In 1785, Barère married a young lady of considerable fortune. In one of his works titled Melancholy Pages, Barère proclaims that his marriage "was one of the most unhappy of marriages."In 1789, he was elected deputy by the estates of Bigorre to the Estates-General – he had made his first visit to Paris in the preceding year. Barère de Vieuzac at first belonged to the constitutional party, but he was less known as a speaker in the National Constituent Assembly than as a journalist. According to François Victor Alphonse Aulard, Barère's paper, the Point du Jour , owed its reputation not so much to its own qualities as to the depiction of Barére in the Tennis Court Oath sketch. The painter Jacques-Louis David illustrated Barère kneeling in the corner and writing a report of the proceedings for posterity.
Barère was elected to the Estates-General in 1789 and elected judge of the Constituent Assembly in 1791. 
Soon after the king's flight to Varennes (June 1791), Barère joined the republican party and the Feuillants. However, he continued to keep in touch with the Duke of Orléans, whose natural daughter, Pamela, he tutored. After the Constituent Assembly ended its session, he was nominated one of the judges of the newly instituted Cour de cassation from October 1791 to September 1792.
In September 1792 he was elected to the National Convention for the département of the Hautes-Pyrénées.  Barére held membership as a Girondist.He was a member of the Constitution Committee that drafted the Girondin constitutional project, served as presiding officer in the National Convention and chaired the trial of Louis XVI in December 1792–January 93.  He voted with The Mountain for the king's execution "without appeal and without delay," and closed his speech with: "the tree of liberty grows only when watered by the blood of tyrants."
On 7 April 1793, Barère was elected to the Committee of Public Safety.A member of "The Plain," who was unaligned with either The Mountain or the Girondins, he was the first member elected to the Committee of Public Safety and one of two members (with Robert Lindet), who served on it during its entire existence. In this role he utilized his eloquence and popularity within the Convention to serve as the voice of the Committee. Of 923 orders signed by the Committee of Public Safety in the fall of 1793, Barère was the author or first signatory on 244, the second most behind Carnot, with the majority of his orders dealing with police activities.

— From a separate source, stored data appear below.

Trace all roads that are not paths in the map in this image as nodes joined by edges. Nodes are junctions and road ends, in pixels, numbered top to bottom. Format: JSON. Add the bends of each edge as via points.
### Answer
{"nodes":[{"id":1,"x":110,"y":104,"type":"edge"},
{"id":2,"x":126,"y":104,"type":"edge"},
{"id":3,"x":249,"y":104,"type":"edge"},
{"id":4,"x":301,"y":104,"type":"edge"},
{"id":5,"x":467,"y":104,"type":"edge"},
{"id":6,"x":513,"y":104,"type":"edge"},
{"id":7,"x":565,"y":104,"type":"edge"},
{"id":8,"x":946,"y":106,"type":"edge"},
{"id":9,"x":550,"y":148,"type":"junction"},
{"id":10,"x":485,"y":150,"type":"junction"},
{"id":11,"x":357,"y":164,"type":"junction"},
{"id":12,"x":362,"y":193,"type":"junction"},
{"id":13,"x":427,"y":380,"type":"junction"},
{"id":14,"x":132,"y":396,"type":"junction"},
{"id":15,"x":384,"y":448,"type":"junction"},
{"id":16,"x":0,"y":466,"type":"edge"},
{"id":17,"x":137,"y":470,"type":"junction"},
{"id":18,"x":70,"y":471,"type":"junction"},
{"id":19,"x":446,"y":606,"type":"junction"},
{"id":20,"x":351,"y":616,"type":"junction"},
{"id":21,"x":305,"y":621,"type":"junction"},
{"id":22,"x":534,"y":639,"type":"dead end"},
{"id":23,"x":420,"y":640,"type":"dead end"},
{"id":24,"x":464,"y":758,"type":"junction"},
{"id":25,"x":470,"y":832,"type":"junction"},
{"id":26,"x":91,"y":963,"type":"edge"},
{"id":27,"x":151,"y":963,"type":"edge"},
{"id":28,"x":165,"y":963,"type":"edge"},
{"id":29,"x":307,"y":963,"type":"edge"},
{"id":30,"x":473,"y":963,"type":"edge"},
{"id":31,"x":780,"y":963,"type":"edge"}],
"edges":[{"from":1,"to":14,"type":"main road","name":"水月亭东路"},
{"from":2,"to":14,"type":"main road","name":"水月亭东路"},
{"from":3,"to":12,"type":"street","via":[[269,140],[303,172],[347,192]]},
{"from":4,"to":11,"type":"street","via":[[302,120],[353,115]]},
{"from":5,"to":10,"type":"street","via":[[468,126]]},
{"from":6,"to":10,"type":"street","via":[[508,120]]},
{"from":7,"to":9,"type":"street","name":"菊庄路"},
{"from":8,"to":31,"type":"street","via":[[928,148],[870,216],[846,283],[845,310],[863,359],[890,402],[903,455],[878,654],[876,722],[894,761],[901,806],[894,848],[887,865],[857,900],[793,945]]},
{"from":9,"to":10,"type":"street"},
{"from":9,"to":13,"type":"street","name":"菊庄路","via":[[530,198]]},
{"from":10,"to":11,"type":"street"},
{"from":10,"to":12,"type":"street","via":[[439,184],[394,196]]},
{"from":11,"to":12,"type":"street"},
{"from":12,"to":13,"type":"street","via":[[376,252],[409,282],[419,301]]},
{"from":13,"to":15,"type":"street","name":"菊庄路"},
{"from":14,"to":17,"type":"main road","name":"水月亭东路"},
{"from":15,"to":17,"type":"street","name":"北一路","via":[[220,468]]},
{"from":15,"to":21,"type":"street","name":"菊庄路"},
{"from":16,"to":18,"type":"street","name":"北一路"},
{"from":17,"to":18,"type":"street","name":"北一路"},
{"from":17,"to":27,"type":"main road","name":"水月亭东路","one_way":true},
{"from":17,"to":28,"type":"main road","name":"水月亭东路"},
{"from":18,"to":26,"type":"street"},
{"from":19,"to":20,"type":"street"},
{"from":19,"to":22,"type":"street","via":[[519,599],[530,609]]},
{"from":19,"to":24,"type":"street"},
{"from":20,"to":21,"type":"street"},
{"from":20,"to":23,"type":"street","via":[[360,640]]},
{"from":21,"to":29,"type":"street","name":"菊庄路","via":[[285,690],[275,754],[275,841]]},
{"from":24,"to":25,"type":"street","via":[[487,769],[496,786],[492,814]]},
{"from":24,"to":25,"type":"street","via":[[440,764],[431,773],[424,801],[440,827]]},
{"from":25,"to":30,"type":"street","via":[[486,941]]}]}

Despite his popularity, Barère was regarded by more extreme revolutionaries as a vacillating politician without true revolutionary ideals.There's dissension among historians about Barère's party alignment: Encyclopædia Britannica (1911) stated that at some point after 7 April 1793 Barère joined the party of Robespierre (Montagnards), but Palmer (1949) analyzed that 'his commitment to the Revolution rather than any distinct faction separated him from other major Revolutionary figures'. Jean-Paul Marat used the very last edition of his paper Publiciste de la République Française (no. 242, 14 July 1793) to attack Barère directly:
"There is one whom I regard as the most dangerous enemy of the Nation: I mean Barère... I'm convinced that he plays both sides of every issue until he sees which one is coming out ahead. He has paralysed all vigorous efforts; he enchains us in order to strangle us."

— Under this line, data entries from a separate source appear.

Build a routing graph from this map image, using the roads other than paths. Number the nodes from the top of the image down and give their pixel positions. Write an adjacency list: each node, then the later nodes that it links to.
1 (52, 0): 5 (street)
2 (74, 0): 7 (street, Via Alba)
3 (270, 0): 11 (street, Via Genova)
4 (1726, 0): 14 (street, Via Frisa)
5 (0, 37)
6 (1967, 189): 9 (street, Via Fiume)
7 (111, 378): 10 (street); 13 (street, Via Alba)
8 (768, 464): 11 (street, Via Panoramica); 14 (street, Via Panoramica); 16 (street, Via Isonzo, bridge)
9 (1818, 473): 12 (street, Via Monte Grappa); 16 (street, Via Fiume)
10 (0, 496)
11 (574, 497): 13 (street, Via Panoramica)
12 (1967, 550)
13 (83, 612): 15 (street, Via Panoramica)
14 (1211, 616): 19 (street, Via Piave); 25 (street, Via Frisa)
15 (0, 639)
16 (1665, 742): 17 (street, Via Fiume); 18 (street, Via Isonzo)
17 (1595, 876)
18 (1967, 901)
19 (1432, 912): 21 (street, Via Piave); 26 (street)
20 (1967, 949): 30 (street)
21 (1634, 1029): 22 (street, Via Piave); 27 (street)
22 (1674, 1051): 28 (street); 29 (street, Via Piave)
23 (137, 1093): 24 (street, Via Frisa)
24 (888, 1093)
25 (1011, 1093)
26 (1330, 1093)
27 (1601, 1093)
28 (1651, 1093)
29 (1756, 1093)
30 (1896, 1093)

Barère on 5 September 1793 incited the French National Convention with a speech glorifying terror:
"The aristocrats of Internal Affairs are since many days meditating a movement. Oh well! They'll have it, that movement, but they'll have it against them! It will be organized, regularized by a revolutionary army that at last will fulfil that great word that it owes to the Paris Commune: Let's make terror the order of the day!"
Barère voted for the death of the Girondists in October 1793. His role as the chief communicator throughout the Reign of Terror, combined with his lyrical eloquence, led to his nickname "Anacreon Of The Guillotine." [ citation needed ]He then became active in the power struggles between The Mountain and others, and became mediator to all.

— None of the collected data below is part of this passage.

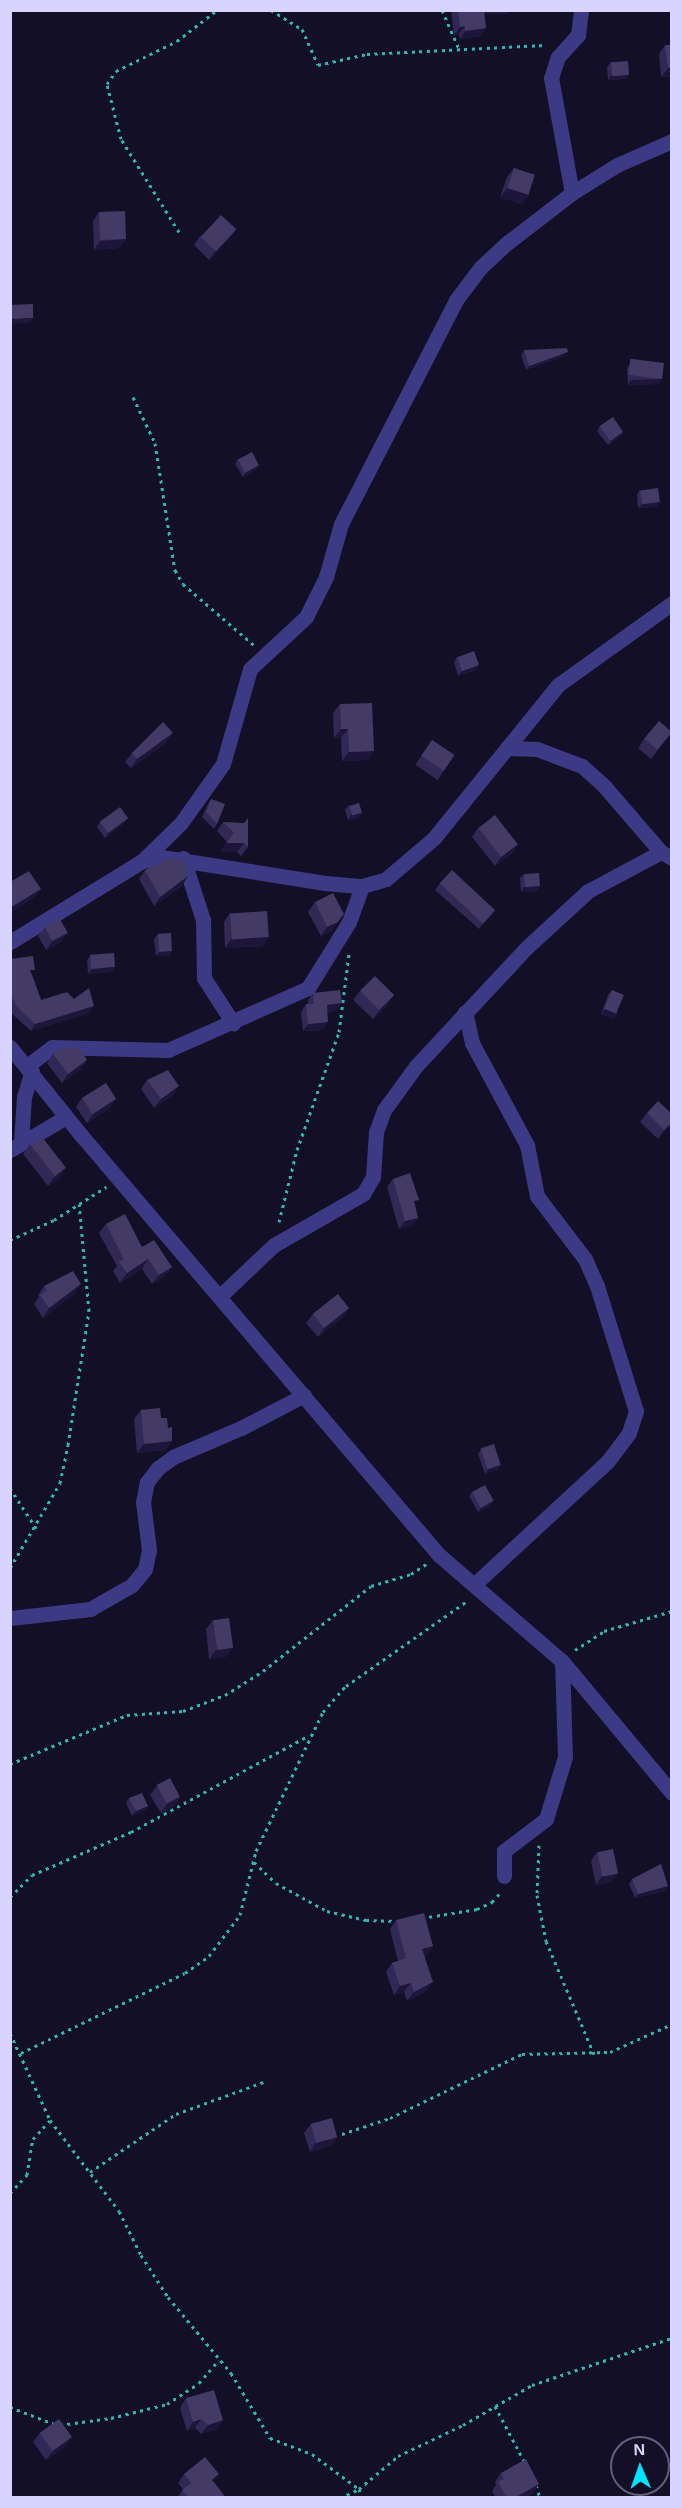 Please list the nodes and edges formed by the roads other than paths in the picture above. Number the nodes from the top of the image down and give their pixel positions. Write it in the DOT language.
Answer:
graph roads {
  1 [pos="581,10"];
  2 [pos="672,141"];
  3 [pos="572,193"];
  4 [pos="672,603"];
  5 [pos="507,748"];
  6 [pos="667,855"];
  7 [pos="183,858"];
  8 [pos="142,861"];
  9 [pos="362,886"];
  10 [pos="10,942"];
  11 [pos="465,1012"];
  12 [pos="233,1023"];
  13 [pos="10,1047"];
  14 [pos="29,1068"];
  15 [pos="17,1107"];
  16 [pos="66,1117"];
  17 [pos="16,1146"];
  18 [pos="220,1296"];
  19 [pos="304,1395"];
  20 [pos="478,1587"];
  21 [pos="10,1618"];
  22 [pos="562,1661"];
  23 [pos="672,1793"];
  24 [pos="504,1876"];
  1 -- 3 [label="street"];
  2 -- 3 [label="street"];
  3 -- 8 [label="street"];
  4 -- 5 [label="street"];
  5 -- 6 [label="street"];
  5 -- 9 [label="street"];
  6 -- 11 [label="street"];
  7 -- 8 [label="street"];
  7 -- 9 [label="street"];
  7 -- 12 [label="street"];
  8 -- 10 [label="street"];
  9 -- 12 [label="street"];
  11 -- 18 [label="street"];
  11 -- 20 [label="street"];
  12 -- 14 [label="street"];
  13 -- 14 [label="street"];
  14 -- 15 [label="street"];
  14 -- 16 [label="street"];
  15 -- 17 [label="street"];
  16 -- 17 [label="street"];
  16 -- 18 [label="street"];
  18 -- 19 [label="street"];
  19 -- 20 [label="street"];
  19 -- 21 [label="street"];
  20 -- 22 [label="street"];
  22 -- 23 [label="street"];
  22 -- 24 [label="street"];
}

After January 1793, Barère began publicly speaking of his newfound faith in "la religion de la patrie".He wanted everyone to have faith in the fatherland, and called for the people of the Republic to be virtuous citizens. Barère mainly focused on four aspects about "la religion de la patrie" – the belief that a citizen would be consecrated to the fatherland at birth, the citizen should then come to love the fatherland, the Republic would teach the people virtues, and the fatherland would be the teacher to all. Barère went on to state that "the Republic leaves the guidance of your first years to your parents, but as soon as your intelligence is developed, it proudly claims the rights that it holds over you. You are born for the Republic and not for the pride or the despotism of families." He also claimed that because citizens were born for the Republic, they should love it above anything else. Barére reasoned that eventually the love for the fatherland would become a passion in everyone and this is how the people of the Republic would be united. 
Barère also urged further issues of nationalism and patriotism. He said, "I was a revolutionary. I am a constitutional citizen."He pushed for freedom of press, speech, and thought. Barère felt that nationalism was founded by immeasurable emotions that could only be awakened by participating in national activities such as public events, festivals, and through education. He believed in unity through "diversity and compromise."
In 1793 and 1794, Barère focused on speaking of his doctrine, which included the teaching of national patriotism through an organized system of universal education, the national widespread of patriotic devotion, and the concept that one owed his nation his services.  Barère also stated that one could serve the nation by giving his labor, wealth, counsel, strength, and/or blood. Therefore, all sexes and ages could serve the fatherland.He outlined his new faith in the fatherland, which replaced the national state religion, Catholicism. Barère was trying to make nationalism a religion. Besides being concerned for the fatherland, Barère believed in universal elementary education. His influence on education is seen in American schools today as they recite the pledge of allegiance, and teach the alphabet and the multiplication table.  Barère believed that the fatherland could educate all.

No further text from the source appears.